WHAT THE TASK ASKS - Set down all the entries again, word for word.

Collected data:
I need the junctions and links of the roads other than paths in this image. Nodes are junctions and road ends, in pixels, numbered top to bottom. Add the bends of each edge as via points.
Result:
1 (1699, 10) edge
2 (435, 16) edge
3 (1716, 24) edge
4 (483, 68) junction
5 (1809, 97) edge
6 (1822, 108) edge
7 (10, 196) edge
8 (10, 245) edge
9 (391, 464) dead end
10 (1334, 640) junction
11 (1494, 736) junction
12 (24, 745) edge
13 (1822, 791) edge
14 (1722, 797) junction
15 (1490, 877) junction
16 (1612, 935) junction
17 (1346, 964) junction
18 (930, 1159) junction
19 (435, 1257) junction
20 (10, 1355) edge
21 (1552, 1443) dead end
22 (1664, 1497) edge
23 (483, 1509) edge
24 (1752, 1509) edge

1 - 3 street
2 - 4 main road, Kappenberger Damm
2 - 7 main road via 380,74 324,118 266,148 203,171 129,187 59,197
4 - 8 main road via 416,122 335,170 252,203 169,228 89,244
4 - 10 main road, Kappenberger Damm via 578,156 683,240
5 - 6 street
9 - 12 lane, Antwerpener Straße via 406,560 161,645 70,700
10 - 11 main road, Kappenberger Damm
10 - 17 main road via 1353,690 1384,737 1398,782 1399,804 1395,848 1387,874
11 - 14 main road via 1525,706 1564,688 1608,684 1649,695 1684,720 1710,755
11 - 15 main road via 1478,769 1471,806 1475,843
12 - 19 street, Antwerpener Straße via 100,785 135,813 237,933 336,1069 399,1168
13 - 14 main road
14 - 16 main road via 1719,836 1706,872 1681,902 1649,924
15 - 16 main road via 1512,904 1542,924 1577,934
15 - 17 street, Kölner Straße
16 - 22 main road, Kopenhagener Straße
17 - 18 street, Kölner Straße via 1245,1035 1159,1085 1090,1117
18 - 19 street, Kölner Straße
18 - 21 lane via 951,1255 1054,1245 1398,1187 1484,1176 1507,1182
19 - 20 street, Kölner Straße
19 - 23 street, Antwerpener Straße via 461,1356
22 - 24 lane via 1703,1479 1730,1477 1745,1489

RESPONSE -
I need the junctions and links of the roads other than paths in this image. Nodes are junctions and road ends, in pixels, numbered top to bottom. Add the bends of each edge as via points.
Result:
1 (1699, 10) edge
2 (435, 16) edge
3 (1716, 24) edge
4 (483, 68) junction
5 (1809, 97) edge
6 (1822, 108) edge
7 (10, 196) edge
8 (10, 245) edge
9 (391, 464) dead end
10 (1334, 640) junction
11 (1494, 736) junction
12 (24, 745) edge
13 (1822, 791) edge
14 (1722, 797) junction
15 (1490, 877) junction
16 (1612, 935) junction
17 (1346, 964) junction
18 (930, 1159) junction
19 (435, 1257) junction
20 (10, 1355) edge
21 (1552, 1443) dead end
22 (1664, 1497) edge
23 (483, 1509) edge
24 (1752, 1509) edge

1 - 3 street
2 - 4 main road, Kappenberger Damm
2 - 7 main road via 380,74 324,118 266,148 203,171 129,187 59,197
4 - 8 main road via 416,122 335,170 252,203 169,228 89,244
4 - 10 main road, Kappenberger Damm via 578,156 683,240
5 - 6 street
9 - 12 lane, Antwerpener Straße via 406,560 161,645 70,700
10 - 11 main road, Kappenberger Damm
10 - 17 main road via 1353,690 1384,737 1398,782 1399,804 1395,848 1387,874
11 - 14 main road via 1525,706 1564,688 1608,684 1649,695 1684,720 1710,755
11 - 15 main road via 1478,769 1471,806 1475,843
12 - 19 street, Antwerpener Straße via 100,785 135,813 237,933 336,1069 399,1168
13 - 14 main road
14 - 16 main road via 1719,836 1706,872 1681,902 1649,924
15 - 16 main road via 1512,904 1542,924 1577,934
15 - 17 street, Kölner Straße
16 - 22 main road, Kopenhagener Straße
17 - 18 street, Kölner Straße via 1245,1035 1159,1085 1090,1117
18 - 19 street, Kölner Straße
18 - 21 lane via 951,1255 1054,1245 1398,1187 1484,1176 1507,1182
19 - 20 street, Kölner Straße
19 - 23 street, Antwerpener Straße via 461,1356
22 - 24 lane via 1703,1479 1730,1477 1745,1489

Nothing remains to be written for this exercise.